:: DATA

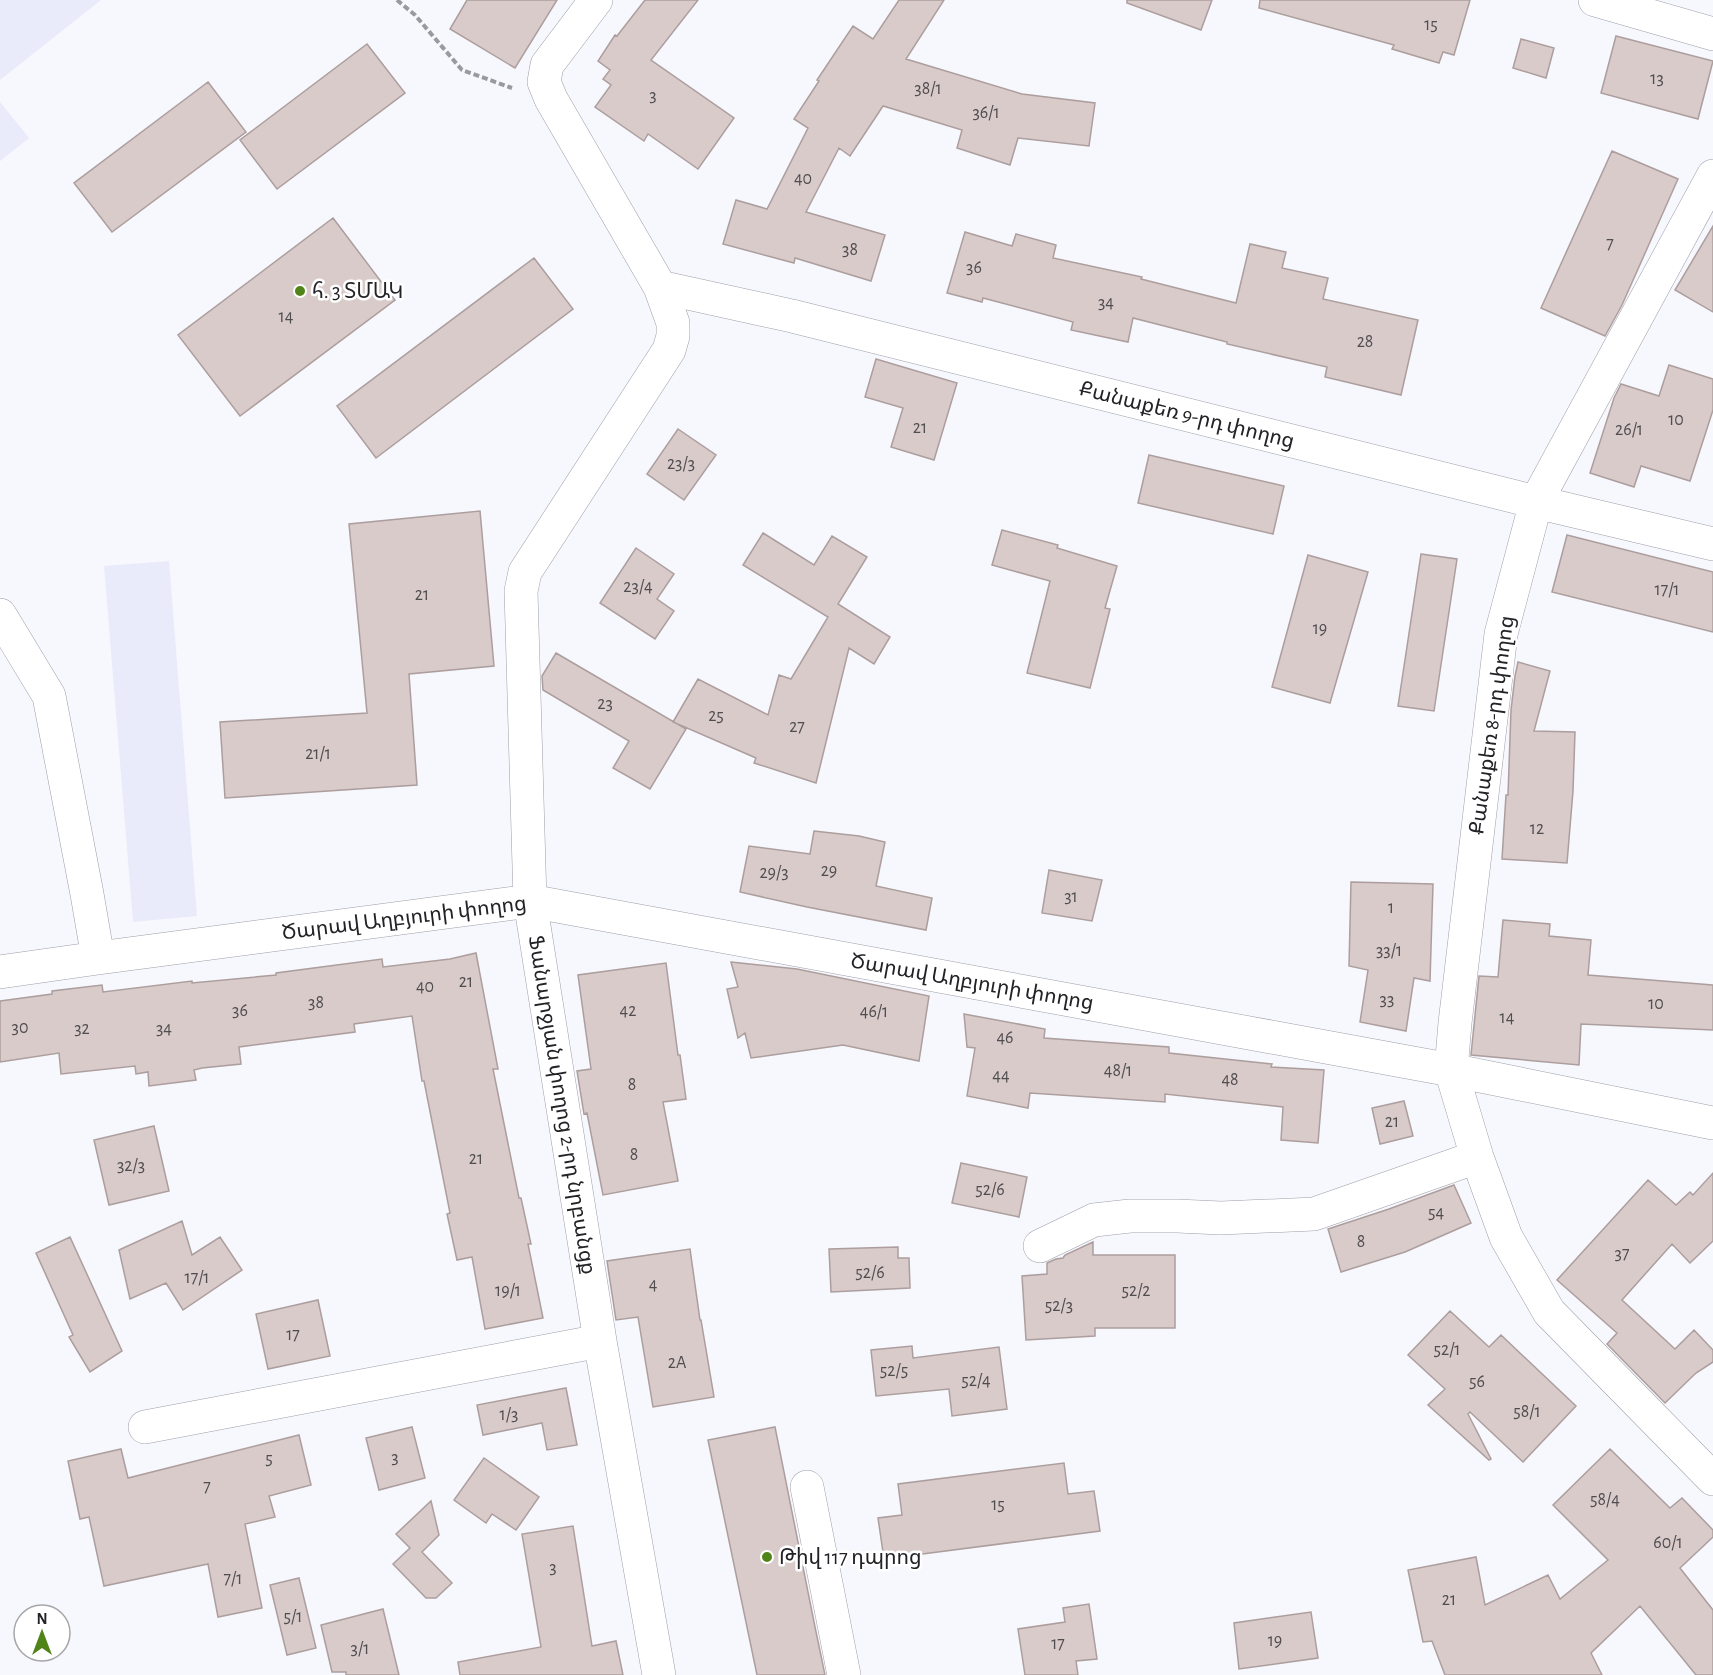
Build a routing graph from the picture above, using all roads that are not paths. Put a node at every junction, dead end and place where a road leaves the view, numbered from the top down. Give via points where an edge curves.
1 (596, 0) edge
2 (1595, 0) edge
3 (1713, 34) edge
4 (1713, 176) edge
5 (660, 287) junction
6 (1536, 502) junction
7 (1713, 544) edge
8 (0, 615) edge
9 (530, 901) junction
10 (98, 958) junction
11 (0, 972) edge
12 (1451, 1070) junction
13 (1713, 1123) edge
14 (1477, 1157) junction
15 (1040, 1246) dead end
16 (600, 1341) junction
17 (145, 1426) dead end
18 (1713, 1479) edge
19 (807, 1487) dead end
20 (660, 1675) edge
21 (844, 1675) edge

1 - 5 street, Ֆանարջյան փողոց 2-րդ նրբանցք via 547,65 544,82
2 - 3 street
4 - 6 street, Քանաքեռ 8-րդ փողոց
5 - 6 street, Քանաքեռ 9-րդ փողոց via 792,316
5 - 9 street, Ֆանարջյան փողոց 2-րդ նրբանցք via 673,323 669,350 525,572 521,591
6 - 7 street, Քանաքեռ 9-րդ փողոց
6 - 12 street, Քանաքեռ 8-րդ փողոց via 1501,634
8 - 10 street via 49,696
9 - 10 street, Ծարավ Աղբյուրի փողոց
9 - 12 street, Ծարավ Աղբյուրի փողոց
9 - 16 street, Ֆանարջյան փողոց 2-րդ նրբանցք
10 - 11 street, Ծարավ Աղբյուրի փողոց
12 - 13 street, Ծարավ Աղբյուրի փողոց
12 - 14 street
14 - 15 street via 1314,1214 1130,1216 1094,1220
14 - 18 street via 1506,1237 1549,1312
16 - 17 street
16 - 20 street, Ֆանարջյան փողոց 2-րդ նրբանցք
19 - 21 street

::::

- _TO DO_:
Copy every record above exactly, leaving out the pictures.

- _ANSWER TO THE EXERCISE_:
Build a routing graph from the picture above, using all roads that are not paths. Put a node at every junction, dead end and place where a road leaves the view, numbered from the top down. Give via points where an edge curves.
1 (596, 0) edge
2 (1595, 0) edge
3 (1713, 34) edge
4 (1713, 176) edge
5 (660, 287) junction
6 (1536, 502) junction
7 (1713, 544) edge
8 (0, 615) edge
9 (530, 901) junction
10 (98, 958) junction
11 (0, 972) edge
12 (1451, 1070) junction
13 (1713, 1123) edge
14 (1477, 1157) junction
15 (1040, 1246) dead end
16 (600, 1341) junction
17 (145, 1426) dead end
18 (1713, 1479) edge
19 (807, 1487) dead end
20 (660, 1675) edge
21 (844, 1675) edge

1 - 5 street, Ֆանարջյան փողոց 2-րդ նրբանցք via 547,65 544,82
2 - 3 street
4 - 6 street, Քանաքեռ 8-րդ փողոց
5 - 6 street, Քանաքեռ 9-րդ փողոց via 792,316
5 - 9 street, Ֆանարջյան փողոց 2-րդ նրբանցք via 673,323 669,350 525,572 521,591
6 - 7 street, Քանաքեռ 9-րդ փողոց
6 - 12 street, Քանաքեռ 8-րդ փողոց via 1501,634
8 - 10 street via 49,696
9 - 10 street, Ծարավ Աղբյուրի փողոց
9 - 12 street, Ծարավ Աղբյուրի փողոց
9 - 16 street, Ֆանարջյան փողոց 2-րդ նրբանցք
10 - 11 street, Ծարավ Աղբյուրի փողոց
12 - 13 street, Ծարավ Աղբյուրի փողոց
12 - 14 street
14 - 15 street via 1314,1214 1130,1216 1094,1220
14 - 18 street via 1506,1237 1549,1312
16 - 17 street
16 - 20 street, Ֆանարջյան փողոց 2-րդ նրբանցք
19 - 21 street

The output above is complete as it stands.